Mon, July 13, 4:15 to 5:45pm, EICC, Floor: Level 2, Moffat

English Abstract

In 1925, nursing students at the Lamont Public Hospital (LPH) in rural Alberta held a secret ballot and unanimously voted to admit Asian women to their School of Nursing. The students made the LPH the earliest known hospital training school in Canada to admit Asian women; nursing programs elsewhere generally refused to admit Asian students until the 1930s.
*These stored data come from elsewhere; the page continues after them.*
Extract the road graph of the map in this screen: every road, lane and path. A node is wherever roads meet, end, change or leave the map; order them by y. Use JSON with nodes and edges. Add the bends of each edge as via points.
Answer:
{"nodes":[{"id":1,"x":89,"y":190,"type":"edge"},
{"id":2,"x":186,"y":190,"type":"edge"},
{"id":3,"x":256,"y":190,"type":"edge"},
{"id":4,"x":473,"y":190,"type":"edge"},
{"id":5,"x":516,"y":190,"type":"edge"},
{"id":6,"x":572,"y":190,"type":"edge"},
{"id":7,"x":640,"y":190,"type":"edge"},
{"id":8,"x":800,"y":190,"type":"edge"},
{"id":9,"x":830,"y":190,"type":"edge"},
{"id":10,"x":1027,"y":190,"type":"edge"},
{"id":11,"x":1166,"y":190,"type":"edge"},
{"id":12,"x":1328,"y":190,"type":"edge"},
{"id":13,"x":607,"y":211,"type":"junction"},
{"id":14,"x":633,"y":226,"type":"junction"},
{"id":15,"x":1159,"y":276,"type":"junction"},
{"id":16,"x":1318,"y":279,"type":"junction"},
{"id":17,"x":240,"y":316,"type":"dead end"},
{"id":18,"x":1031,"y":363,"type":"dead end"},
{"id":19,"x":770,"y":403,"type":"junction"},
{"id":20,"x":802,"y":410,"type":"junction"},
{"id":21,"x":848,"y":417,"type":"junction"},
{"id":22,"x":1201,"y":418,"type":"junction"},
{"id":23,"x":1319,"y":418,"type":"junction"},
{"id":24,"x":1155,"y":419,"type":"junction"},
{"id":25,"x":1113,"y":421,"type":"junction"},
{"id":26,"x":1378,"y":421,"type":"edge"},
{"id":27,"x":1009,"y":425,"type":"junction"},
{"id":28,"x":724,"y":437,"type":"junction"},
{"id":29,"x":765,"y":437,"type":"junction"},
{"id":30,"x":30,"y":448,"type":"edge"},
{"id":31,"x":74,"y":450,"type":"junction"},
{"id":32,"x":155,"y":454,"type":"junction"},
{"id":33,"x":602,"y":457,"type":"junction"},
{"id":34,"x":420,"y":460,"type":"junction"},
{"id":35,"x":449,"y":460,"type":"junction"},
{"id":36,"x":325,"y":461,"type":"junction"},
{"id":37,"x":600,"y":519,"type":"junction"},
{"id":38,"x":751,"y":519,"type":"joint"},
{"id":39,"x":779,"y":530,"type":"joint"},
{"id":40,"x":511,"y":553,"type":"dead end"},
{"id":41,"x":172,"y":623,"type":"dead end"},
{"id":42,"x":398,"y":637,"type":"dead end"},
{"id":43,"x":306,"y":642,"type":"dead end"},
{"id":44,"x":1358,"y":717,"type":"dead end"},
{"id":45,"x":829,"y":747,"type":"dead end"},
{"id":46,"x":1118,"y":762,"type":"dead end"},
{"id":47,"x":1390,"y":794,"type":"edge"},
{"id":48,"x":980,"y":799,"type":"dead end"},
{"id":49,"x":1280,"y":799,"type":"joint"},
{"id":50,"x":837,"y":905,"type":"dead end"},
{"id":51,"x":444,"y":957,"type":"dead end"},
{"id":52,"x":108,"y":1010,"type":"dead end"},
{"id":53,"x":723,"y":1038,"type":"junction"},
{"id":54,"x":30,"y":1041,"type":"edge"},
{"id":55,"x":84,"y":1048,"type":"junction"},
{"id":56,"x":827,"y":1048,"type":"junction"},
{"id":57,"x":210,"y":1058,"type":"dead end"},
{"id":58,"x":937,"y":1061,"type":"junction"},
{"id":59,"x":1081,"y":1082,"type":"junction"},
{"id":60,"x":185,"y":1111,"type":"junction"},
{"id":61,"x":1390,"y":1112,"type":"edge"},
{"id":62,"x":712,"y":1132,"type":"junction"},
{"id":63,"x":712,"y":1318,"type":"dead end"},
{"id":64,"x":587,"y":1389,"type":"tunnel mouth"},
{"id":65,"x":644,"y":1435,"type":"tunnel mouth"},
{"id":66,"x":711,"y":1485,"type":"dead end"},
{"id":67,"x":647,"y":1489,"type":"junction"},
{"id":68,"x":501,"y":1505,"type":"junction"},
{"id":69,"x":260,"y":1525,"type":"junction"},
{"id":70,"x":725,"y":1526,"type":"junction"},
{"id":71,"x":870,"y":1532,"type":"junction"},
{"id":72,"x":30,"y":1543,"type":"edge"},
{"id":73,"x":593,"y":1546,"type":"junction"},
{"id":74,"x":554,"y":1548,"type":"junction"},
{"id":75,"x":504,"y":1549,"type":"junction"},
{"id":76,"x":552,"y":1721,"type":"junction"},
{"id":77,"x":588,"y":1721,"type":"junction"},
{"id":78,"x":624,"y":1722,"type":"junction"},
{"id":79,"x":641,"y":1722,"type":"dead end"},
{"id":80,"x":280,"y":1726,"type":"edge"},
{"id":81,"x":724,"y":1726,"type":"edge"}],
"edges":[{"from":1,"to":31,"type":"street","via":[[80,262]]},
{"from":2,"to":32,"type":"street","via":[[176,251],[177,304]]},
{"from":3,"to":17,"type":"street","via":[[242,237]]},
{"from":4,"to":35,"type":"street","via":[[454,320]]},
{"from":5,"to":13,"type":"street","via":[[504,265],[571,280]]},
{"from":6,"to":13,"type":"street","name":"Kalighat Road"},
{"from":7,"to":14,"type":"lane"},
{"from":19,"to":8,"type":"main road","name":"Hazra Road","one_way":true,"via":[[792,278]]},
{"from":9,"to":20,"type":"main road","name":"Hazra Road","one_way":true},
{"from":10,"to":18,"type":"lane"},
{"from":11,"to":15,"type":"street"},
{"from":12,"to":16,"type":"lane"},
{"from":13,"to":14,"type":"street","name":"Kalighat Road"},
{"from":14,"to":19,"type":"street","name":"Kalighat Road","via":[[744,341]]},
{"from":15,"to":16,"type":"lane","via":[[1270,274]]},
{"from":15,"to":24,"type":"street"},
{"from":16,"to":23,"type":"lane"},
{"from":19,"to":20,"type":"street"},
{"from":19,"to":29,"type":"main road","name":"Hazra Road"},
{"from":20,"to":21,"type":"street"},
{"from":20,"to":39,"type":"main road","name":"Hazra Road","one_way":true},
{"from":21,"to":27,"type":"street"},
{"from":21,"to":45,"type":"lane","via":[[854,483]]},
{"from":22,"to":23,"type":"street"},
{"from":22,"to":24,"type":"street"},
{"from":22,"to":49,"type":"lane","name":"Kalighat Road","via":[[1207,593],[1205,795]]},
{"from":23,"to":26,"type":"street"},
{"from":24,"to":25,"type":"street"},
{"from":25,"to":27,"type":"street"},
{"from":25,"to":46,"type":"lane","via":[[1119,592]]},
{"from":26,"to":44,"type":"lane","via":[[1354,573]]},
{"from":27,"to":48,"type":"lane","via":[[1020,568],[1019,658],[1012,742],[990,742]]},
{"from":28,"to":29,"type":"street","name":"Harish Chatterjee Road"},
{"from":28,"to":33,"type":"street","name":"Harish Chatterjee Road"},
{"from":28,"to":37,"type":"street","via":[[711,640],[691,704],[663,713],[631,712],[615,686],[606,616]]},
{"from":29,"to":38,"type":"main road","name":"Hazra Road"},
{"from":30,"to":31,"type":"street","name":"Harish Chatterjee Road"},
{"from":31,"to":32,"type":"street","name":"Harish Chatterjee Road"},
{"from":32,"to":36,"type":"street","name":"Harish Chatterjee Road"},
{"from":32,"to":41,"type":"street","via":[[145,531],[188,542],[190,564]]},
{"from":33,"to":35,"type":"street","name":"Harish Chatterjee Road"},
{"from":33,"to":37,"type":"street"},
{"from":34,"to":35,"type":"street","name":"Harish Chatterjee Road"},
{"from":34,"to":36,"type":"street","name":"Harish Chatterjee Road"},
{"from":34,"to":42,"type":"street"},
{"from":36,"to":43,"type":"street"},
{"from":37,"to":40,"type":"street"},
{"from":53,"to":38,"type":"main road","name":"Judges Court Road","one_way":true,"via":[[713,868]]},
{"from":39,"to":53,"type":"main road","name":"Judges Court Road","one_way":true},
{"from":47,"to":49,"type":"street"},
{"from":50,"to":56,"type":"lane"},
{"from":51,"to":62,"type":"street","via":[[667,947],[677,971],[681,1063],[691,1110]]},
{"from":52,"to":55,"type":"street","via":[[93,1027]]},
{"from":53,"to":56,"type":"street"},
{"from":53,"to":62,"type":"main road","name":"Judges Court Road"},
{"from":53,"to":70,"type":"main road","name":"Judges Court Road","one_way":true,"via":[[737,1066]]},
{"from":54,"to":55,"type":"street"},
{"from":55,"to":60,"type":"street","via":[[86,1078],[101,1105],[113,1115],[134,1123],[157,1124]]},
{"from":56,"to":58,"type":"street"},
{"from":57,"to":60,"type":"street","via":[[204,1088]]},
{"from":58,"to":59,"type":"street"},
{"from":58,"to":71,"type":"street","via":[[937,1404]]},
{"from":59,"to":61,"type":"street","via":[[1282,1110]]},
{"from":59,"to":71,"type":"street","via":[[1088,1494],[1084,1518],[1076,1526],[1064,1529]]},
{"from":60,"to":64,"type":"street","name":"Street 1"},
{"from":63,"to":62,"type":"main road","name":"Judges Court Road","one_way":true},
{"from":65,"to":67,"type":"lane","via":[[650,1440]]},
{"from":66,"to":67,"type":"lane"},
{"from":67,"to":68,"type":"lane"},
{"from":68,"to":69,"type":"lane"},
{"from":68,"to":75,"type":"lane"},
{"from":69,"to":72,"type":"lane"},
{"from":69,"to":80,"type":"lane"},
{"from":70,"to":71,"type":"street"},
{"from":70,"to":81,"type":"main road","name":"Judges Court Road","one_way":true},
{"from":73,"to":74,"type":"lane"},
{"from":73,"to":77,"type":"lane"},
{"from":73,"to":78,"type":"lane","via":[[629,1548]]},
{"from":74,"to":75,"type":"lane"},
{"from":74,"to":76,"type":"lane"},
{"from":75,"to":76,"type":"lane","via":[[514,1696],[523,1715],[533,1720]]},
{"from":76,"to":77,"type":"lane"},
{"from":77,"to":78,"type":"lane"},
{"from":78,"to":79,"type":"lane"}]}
The LPH Nursing School enrolled at least 18 Asian students, primarily Japanese Canadians, from 1925-1955. Rather than presenting LPH as a simple exception or celebratory site of racial inclusion, we argue that it represents a partial, negotiated inclusion that was shaped by the agency of Japanese Canadian women in particular, the LPH’s affiliation with the United Church of Canada (UCC), and the medical and nursing missionary milieu of Lamont’s early health system. Our study expands on historical scholarship that largely focuses on Chinese Canadian nursing experiences and uses a non-dual approach to examine racialization, viewing race relations as more complex than simple binaries and as processes through which identities are continually negotiated. Drawing on primary sources that centre the voices of a diverse group of students, including career questionnaires from all 594 LPH graduates, this paper traces the motivations, training experiences, and post-graduation careers of these early nursing students. By mapping their careers within the extensive and supportive networks of Japanese Canadian communities and the UCC and situating them within the broader landscape of Canadian nursing history, we examine how LPH became an early site of racial negotiation in Canada.